### Exercise aim:
Output the entries exactly.

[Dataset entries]
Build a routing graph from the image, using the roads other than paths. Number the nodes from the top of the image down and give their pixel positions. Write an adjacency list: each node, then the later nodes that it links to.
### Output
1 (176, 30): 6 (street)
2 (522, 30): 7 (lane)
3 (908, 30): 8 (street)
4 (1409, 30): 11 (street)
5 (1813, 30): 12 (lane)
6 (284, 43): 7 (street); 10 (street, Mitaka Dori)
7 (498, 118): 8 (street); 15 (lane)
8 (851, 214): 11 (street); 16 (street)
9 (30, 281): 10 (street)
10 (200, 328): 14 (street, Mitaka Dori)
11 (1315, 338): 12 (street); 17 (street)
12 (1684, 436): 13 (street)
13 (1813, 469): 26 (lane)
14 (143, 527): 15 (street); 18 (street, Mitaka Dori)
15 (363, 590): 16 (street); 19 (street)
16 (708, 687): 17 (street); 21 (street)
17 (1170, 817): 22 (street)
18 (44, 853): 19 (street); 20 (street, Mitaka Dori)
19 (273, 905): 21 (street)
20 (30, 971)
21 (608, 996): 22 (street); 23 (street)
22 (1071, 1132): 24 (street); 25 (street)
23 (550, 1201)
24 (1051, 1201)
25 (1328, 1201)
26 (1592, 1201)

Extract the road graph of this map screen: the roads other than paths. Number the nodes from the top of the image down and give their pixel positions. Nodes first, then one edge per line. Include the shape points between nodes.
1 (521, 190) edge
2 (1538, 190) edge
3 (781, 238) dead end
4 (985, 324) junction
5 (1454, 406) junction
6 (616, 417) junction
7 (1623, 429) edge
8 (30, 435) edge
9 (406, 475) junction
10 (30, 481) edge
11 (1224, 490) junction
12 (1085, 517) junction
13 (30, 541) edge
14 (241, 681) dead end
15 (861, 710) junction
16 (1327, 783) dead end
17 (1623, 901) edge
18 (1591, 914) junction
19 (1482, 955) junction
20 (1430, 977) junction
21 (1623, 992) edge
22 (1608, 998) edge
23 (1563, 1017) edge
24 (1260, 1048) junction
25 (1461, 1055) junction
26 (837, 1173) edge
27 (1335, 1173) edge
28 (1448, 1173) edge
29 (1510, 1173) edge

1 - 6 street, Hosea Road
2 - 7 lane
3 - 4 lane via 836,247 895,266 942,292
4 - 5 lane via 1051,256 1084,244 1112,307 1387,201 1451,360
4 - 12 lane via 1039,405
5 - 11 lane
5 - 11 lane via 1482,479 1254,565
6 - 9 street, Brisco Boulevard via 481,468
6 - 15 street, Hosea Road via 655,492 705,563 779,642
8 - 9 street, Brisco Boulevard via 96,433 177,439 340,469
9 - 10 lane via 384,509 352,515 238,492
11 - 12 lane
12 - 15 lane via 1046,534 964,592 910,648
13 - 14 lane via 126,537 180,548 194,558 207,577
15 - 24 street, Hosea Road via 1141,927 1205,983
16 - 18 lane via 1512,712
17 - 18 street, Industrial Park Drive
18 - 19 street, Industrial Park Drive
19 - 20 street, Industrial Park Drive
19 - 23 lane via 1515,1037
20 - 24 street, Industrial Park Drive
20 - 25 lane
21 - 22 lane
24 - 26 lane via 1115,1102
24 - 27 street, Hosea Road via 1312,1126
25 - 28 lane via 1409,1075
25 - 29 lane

### Exercise answer:
Build a routing graph from the image, using the roads other than paths. Number the nodes from the top of the image down and give their pixel positions. Write an adjacency list: each node, then the later nodes that it links to.
### Output
1 (176, 30): 6 (street)
2 (522, 30): 7 (lane)
3 (908, 30): 8 (street)
4 (1409, 30): 11 (street)
5 (1813, 30): 12 (lane)
6 (284, 43): 7 (street); 10 (street, Mitaka Dori)
7 (498, 118): 8 (street); 15 (lane)
8 (851, 214): 11 (street); 16 (street)
9 (30, 281): 10 (street)
10 (200, 328): 14 (street, Mitaka Dori)
11 (1315, 338): 12 (street); 17 (street)
12 (1684, 436): 13 (street)
13 (1813, 469): 26 (lane)
14 (143, 527): 15 (street); 18 (street, Mitaka Dori)
15 (363, 590): 16 (street); 19 (street)
16 (708, 687): 17 (street); 21 (street)
17 (1170, 817): 22 (street)
18 (44, 853): 19 (street); 20 (street, Mitaka Dori)
19 (273, 905): 21 (street)
20 (30, 971)
21 (608, 996): 22 (street); 23 (street)
22 (1071, 1132): 24 (street); 25 (street)
23 (550, 1201)
24 (1051, 1201)
25 (1328, 1201)
26 (1592, 1201)

Extract the road graph of this map screen: the roads other than paths. Number the nodes from the top of the image down and give their pixel positions. Nodes first, then one edge per line. Include the shape points between nodes.
1 (521, 190) edge
2 (1538, 190) edge
3 (781, 238) dead end
4 (985, 324) junction
5 (1454, 406) junction
6 (616, 417) junction
7 (1623, 429) edge
8 (30, 435) edge
9 (406, 475) junction
10 (30, 481) edge
11 (1224, 490) junction
12 (1085, 517) junction
13 (30, 541) edge
14 (241, 681) dead end
15 (861, 710) junction
16 (1327, 783) dead end
17 (1623, 901) edge
18 (1591, 914) junction
19 (1482, 955) junction
20 (1430, 977) junction
21 (1623, 992) edge
22 (1608, 998) edge
23 (1563, 1017) edge
24 (1260, 1048) junction
25 (1461, 1055) junction
26 (837, 1173) edge
27 (1335, 1173) edge
28 (1448, 1173) edge
29 (1510, 1173) edge

1 - 6 street, Hosea Road
2 - 7 lane
3 - 4 lane via 836,247 895,266 942,292
4 - 5 lane via 1051,256 1084,244 1112,307 1387,201 1451,360
4 - 12 lane via 1039,405
5 - 11 lane
5 - 11 lane via 1482,479 1254,565
6 - 9 street, Brisco Boulevard via 481,468
6 - 15 street, Hosea Road via 655,492 705,563 779,642
8 - 9 street, Brisco Boulevard via 96,433 177,439 340,469
9 - 10 lane via 384,509 352,515 238,492
11 - 12 lane
12 - 15 lane via 1046,534 964,592 910,648
13 - 14 lane via 126,537 180,548 194,558 207,577
15 - 24 street, Hosea Road via 1141,927 1205,983
16 - 18 lane via 1512,712
17 - 18 street, Industrial Park Drive
18 - 19 street, Industrial Park Drive
19 - 20 street, Industrial Park Drive
19 - 23 lane via 1515,1037
20 - 24 street, Industrial Park Drive
20 - 25 lane
21 - 22 lane
24 - 26 lane via 1115,1102
24 - 27 street, Hosea Road via 1312,1126
25 - 28 lane via 1409,1075
25 - 29 lane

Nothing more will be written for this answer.